------ Records shown

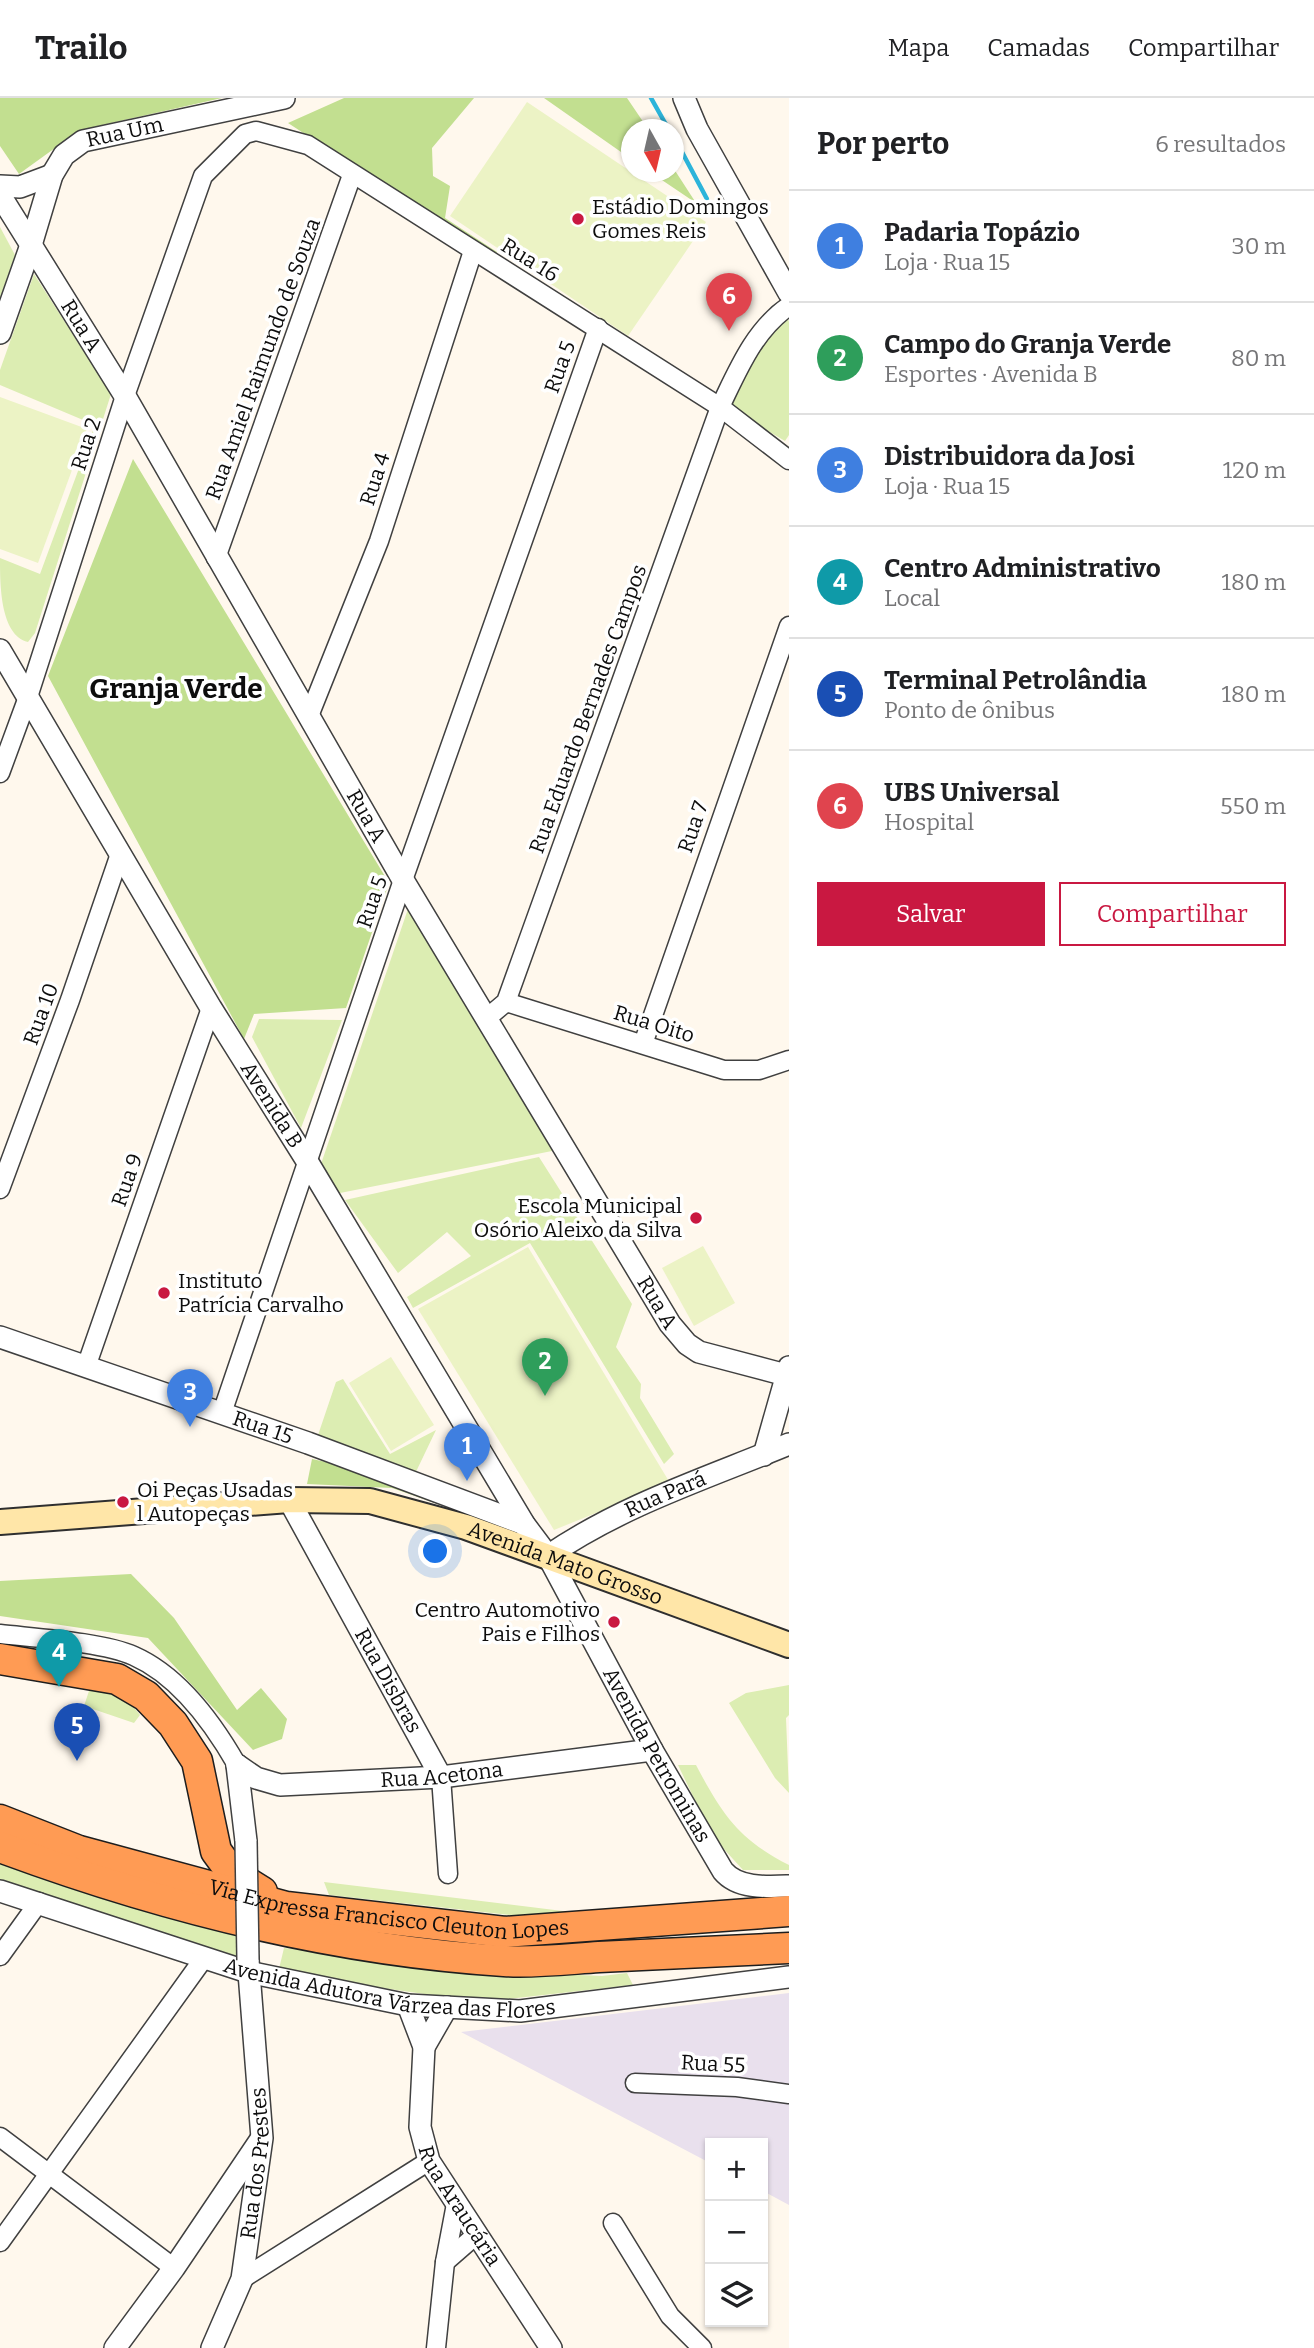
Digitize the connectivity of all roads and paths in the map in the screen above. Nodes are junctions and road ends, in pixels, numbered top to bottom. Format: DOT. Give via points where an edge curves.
graph roads {
  1 [pos="284,98"];
  2 [pos="684,98"];
  3 [pos="246,108"];
  4 [pos="256,131"];
  5 [pos="52,175"];
  6 [pos="352,175"];
  7 [pos="0,186"];
  8 [pos="0,195"];
  9 [pos="31,245"];
  10 [pos="473,251"];
  11 [pos="789,293"];
  12 [pos="789,306"];
  13 [pos="598,328"];
  14 [pos="0,332"];
  15 [pos="125,396"];
  16 [pos="720,407"];
  17 [pos="789,460"];
  18 [pos="216,558"];
  19 [pos="789,626"];
  20 [pos="0,650"];
  21 [pos="28,697"];
  22 [pos="309,716"];
  23 [pos="0,773"];
  24 [pos="120,854"];
  25 [pos="403,880"];
  26 [pos="506,1002"];
  27 [pos="211,1008"];
  28 [pos="487,1018"];
  29 [pos="643,1044"];
  30 [pos="789,1060"];
  31 [pos="307,1161"];
  32 [pos="0,1189"];
  33 [pos="0,1337"];
  34 [pos="86,1367"];
  35 [pos="788,1371"];
  36 [pos="222,1413"];
  37 [pos="789,1444"];
  38 [pos="764,1455"];
  39 [pos="289,1500"];
  40 [pos="0,1522"];
  41 [pos="524,1524"];
  42 [pos="548,1556"];
  43 [pos="0,1634"];
  44 [pos="789,1645"];
  45 [pos="0,1659"];
  46 [pos="652,1750"];
  47 [pos="237,1765"];
  48 [pos="441,1777"];
  49 [pos="0,1821"];
  50 [pos="0,1847"];
  51 [pos="448,1874"];
  52 [pos="789,1885"];
  53 [pos="0,1891"];
  54 [pos="39,1902"];
  55 [pos="286,1907"];
  56 [pos="789,1911"];
  57 [pos="789,1948"];
  58 [pos="0,1956"];
  59 [pos="204,1958"];
  60 [pos="248,1966"];
  61 [pos="789,1978"];
  62 [pos="408,2005"];
  63 [pos="447,2007"];
  64 [pos="424,2047"];
  65 [pos="635,2083"];
  66 [pos="789,2094"];
  67 [pos="0,2137"];
  68 [pos="262,2138"];
  69 [pos="429,2161"];
  70 [pos="50,2174"];
  71 [pos="456,2204"];
  72 [pos="612,2223"];
  73 [pos="476,2235"];
  74 [pos="0,2242"];
  75 [pos="445,2262"];
  76 [pos="174,2268"];
  77 [pos="242,2279"];
  78 [pos="115,2348"];
  79 [pos="212,2348"];
  80 [pos="436,2348"];
  81 [pos="551,2348"];
  82 [pos="702,2348"];
  1 -- 3 [label="street, Rua Um"];
  2 -- 11 [label="street"];
  3 -- 4 [label="street"];
  3 -- 5 [label="street, Rua Um" via="83,141 64,155"];
  4 -- 6 [label="street, Rua 16" via="308,145"];
  4 -- 15 [label="street, Rua 2" via="237,141 203,176"];
  5 -- 7 [label="street" via="20,187"];
  5 -- 9 [label="street, Rua Um"];
  6 -- 10 [label="street, Rua 16"];
  6 -- 18 [label="street, Rua Amiel Raimundo de Souza"];
  8 -- 9 [label="street, Rua A"];
  9 -- 14 [label="street, Rua Um"];
  9 -- 15 [label="street, Rua A"];
  10 -- 13 [label="street, Rua 16"];
  10 -- 22 [label="street, Rua 4" via="379,541"];
  12 -- 16 [label="street, Rua Eduardo Bernades Campos" via="768,320"];
  13 -- 16 [label="street, Rua 16"];
  13 -- 25 [label="street, Rua 5"];
  15 -- 18 [label="street, Rua A"];
  15 -- 21 [label="street, Rua 2"];
  16 -- 17 [label="street, Rua 16"];
  16 -- 26 [label="street, Rua Eduardo Bernades Campos"];
  18 -- 22 [label="street, Rua A"];
  19 -- 29 [label="street, Rua 7"];
  20 -- 21 [label="street, Avenida B"];
  21 -- 23 [label="street, Rua 2"];
  21 -- 24 [label="street, Avenida B"];
  22 -- 25 [label="street, Rua A"];
  24 -- 27 [label="street, Avenida B"];
  24 -- 32 [label="street, Rua 10"];
  25 -- 28 [label="street, Rua A"];
  25 -- 31 [label="street, Rua 5"];
  26 -- 28 [label="street"];
  26 -- 29 [label="street, Rua Oito"];
  27 -- 31 [label="street, Avenida B"];
  27 -- 34 [label="street, Rua 9"];
  28 -- 35 [label="street, Rua A" via="678,1335 712,1357"];
  29 -- 30 [label="street, Rua Oito" via="724,1070 759,1070"];
  31 -- 36 [label="street, Rua 5"];
  31 -- 41 [label="street, Avenida B"];
  33 -- 34 [label="street, Rua 15"];
  34 -- 36 [label="street, Rua 15"];
  35 -- 38 [label="street"];
  36 -- 41 [label="street, Rua 15"];
  37 -- 38 [label="street, Rua Pará"];
  38 -- 42 [label="street, Rua Pará" via="625,1510"];
  39 -- 40 [label="main road, Avenida Mato Grosso"];
  39 -- 42 [label="main road, Avenida Mato Grosso" via="370,1501"];
  39 -- 48 [label="street, Rua Disbras"];
  41 -- 42 [label="street, Avenida B"];
  42 -- 44 [label="main road, Avenida Mato Grosso"];
  42 -- 46 [label="street, Avenida Petrominas"];
  43 -- 47 [label="street" via="131,1654 152,1665 201,1712"];
  45 -- 55 [label="highway" via="117,1679 146,1696 173,1724 197,1761 216,1851 232,1873"];
  46 -- 48 [label="street, Rua Acetona"];
  46 -- 52 [label="street, Avenida Petrominas" via="729,1878 743,1884"];
  47 -- 48 [label="street, Rua Acetona" via="256,1778 280,1785"];
  47 -- 60 [label="street, Rua dos Prestes, bridge" via="246,1841"];
  48 -- 51 [label="street, Rua Disbras"];
  49 -- 55 [label="highway, Via Expressa Francisco Cleuton Lopes" via="79,1852"];
  50 -- 57 [label="highway, Via Expressa Francisco Cleuton Lopes" via="169,1902 285,1932 389,1950 506,1961"];
  53 -- 54 [label="street, Avenida Adutora Várzea das Flores"];
  54 -- 58 [label="street"];
  54 -- 59 [label="street, Avenida Adutora Várzea das Flores"];
  55 -- 56 [label="highway, Via Expressa Francisco Cleuton Lopes" via="505,1932"];
  59 -- 60 [label="street, Avenida Adutora Várzea das Flores"];
  59 -- 70 [label="street"];
  60 -- 62 [label="street, Avenida Adutora Várzea das Flores"];
  60 -- 68 [label="street, Rua dos Prestes"];
  61 -- 63 [label="street, Avenida Adutora Várzea das Flores" via="520,2011"];
  62 -- 63 [label="street, Avenida Adutora Várzea das Flores"];
  62 -- 64 [label="street, Rua Araucária"];
  63 -- 64 [label="street, Rua Araucária"];
  64 -- 69 [label="street, Rua Araucária" via="420,2127"];
  65 -- 66 [label="street, Rua 55"];
  67 -- 70 [label="street"];
  68 -- 76 [label="street"];
  68 -- 77 [label="street, Rua dos Prestes"];
  69 -- 71 [label="street, Rua Araucária"];
  69 -- 77 [label="street"];
  70 -- 74 [label="street"];
  70 -- 76 [label="street"];
  71 -- 73 [label="street, Rua Araucária"];
  71 -- 75 [label="street"];
  72 -- 82 [label="street" via="670,2316"];
  73 -- 75 [label="street"];
  73 -- 81 [label="street, Rua Araucária"];
  75 -- 80 [label="street"];
  76 -- 78 [label="street"];
  77 -- 79 [label="street, Rua dos Prestes"];
}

------------

§ **Task details**
Each line of the data that holds the word "main" should be copied.

§ **Exercise result**
  39 -- 40 [label="main road, Avenida Mato Grosso"];
  39 -- 42 [label="main road, Avenida Mato Grosso" via="370,1501"];
  42 -- 44 [label="main road, Avenida Mato Grosso"];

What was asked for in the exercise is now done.